The new ride, which draws on the design and function of several of Disney’s most popular attractions, is unlike any other ride they’ve ever designed. It combines elements from multiple ride systems to create a record breaking 15 minute journey.

photo: Joshua Sudock/Disney Parks

The attraction starts off with riders arriving at an outpost planet. They are then recruited to join the resistance and given a mission to head to General Organa’s secret base. However, the standing-room ship you’re loaded onto quickly gets pulled into a Star Destroyer, where you are taken prisoner by the First Order.

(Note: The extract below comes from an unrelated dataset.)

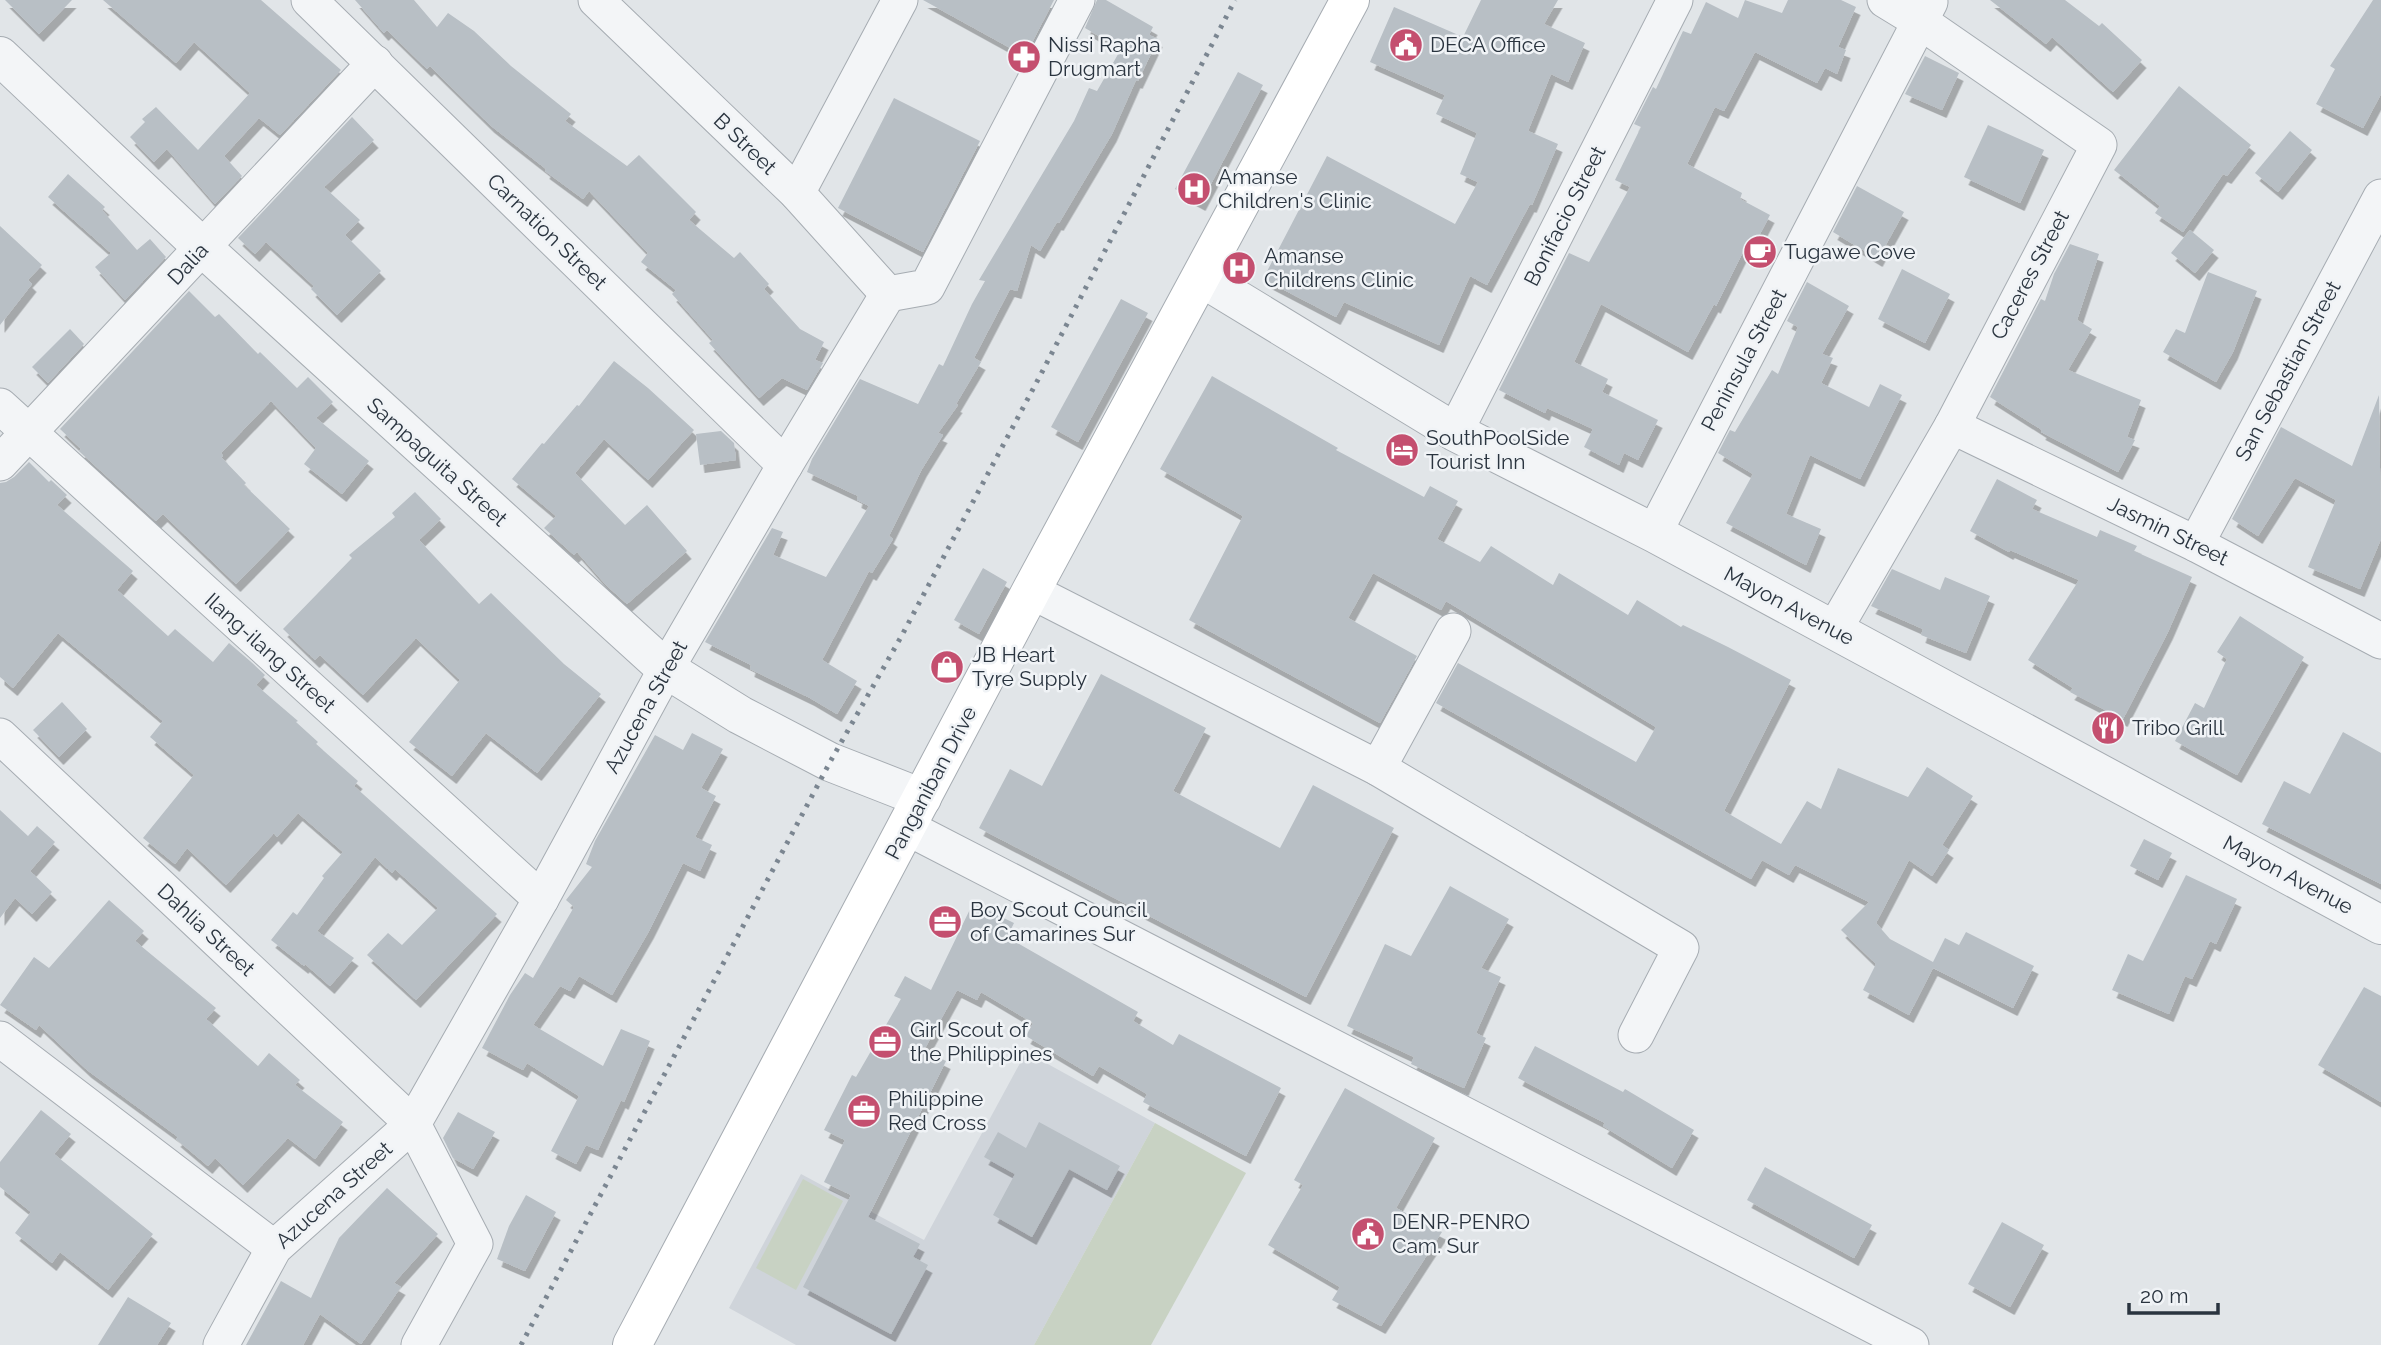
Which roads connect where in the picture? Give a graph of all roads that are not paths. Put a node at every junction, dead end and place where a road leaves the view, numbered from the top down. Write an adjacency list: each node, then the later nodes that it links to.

Guests will then climb aboard a trackless vehicle that incorporates simulators and animatronics. They will find themselves driving below the bellies of two life-sized AT-ATs and making their way through the Star Destroyer hangar trying to escape Kylo Ren. Luckily, each vehicle will be quipped with a droid to help guide the way to safety.

In one sequence, new technology will give riders the sense that they are actually falling through space and crash-landed on the planet of Batuu. According to Travel and Leisure, this will be accomplished through a revolutionary new design which physically drops the ride vehicle onto a motion simulator base for an entirely new ride element.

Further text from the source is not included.